* What you should do
Please filter the listing for the string "Close" and copy each matching line.

------------------------------------------------------------

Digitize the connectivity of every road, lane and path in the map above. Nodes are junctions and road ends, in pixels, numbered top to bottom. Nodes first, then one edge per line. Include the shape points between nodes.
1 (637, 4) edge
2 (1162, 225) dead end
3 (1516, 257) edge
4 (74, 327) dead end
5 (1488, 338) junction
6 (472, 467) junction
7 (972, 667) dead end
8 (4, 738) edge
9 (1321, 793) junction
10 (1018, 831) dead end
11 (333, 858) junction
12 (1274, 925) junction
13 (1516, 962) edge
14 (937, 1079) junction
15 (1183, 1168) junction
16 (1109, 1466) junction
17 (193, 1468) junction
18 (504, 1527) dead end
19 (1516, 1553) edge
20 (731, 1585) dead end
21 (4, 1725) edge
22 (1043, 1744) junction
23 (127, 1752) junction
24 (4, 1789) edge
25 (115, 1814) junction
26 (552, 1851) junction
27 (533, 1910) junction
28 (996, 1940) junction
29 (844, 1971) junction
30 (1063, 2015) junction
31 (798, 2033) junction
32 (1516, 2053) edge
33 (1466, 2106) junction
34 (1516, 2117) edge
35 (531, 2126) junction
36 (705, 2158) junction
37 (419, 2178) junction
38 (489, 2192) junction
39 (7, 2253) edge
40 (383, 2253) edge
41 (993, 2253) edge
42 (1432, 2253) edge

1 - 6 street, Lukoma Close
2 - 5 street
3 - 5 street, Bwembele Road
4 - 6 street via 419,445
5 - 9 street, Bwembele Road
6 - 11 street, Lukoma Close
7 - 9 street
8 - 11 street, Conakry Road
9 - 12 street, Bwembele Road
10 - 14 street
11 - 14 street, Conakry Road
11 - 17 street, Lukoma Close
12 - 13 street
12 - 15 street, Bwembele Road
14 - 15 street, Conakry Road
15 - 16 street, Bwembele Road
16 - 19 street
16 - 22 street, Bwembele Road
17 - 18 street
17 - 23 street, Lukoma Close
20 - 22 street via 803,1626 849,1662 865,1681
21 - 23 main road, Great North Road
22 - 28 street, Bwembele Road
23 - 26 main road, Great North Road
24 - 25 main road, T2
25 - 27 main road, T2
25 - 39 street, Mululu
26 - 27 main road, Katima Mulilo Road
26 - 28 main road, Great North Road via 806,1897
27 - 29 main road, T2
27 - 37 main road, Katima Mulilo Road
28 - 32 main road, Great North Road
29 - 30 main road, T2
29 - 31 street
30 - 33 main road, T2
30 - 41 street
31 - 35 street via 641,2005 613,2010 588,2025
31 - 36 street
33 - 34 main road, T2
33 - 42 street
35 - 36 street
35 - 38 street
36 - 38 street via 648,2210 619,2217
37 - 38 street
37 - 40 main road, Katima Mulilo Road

------------------------------------------------------------

* Response box
1 - 6 street, Lukoma Close
6 - 11 street, Lukoma Close
11 - 17 street, Lukoma Close
17 - 23 street, Lukoma Close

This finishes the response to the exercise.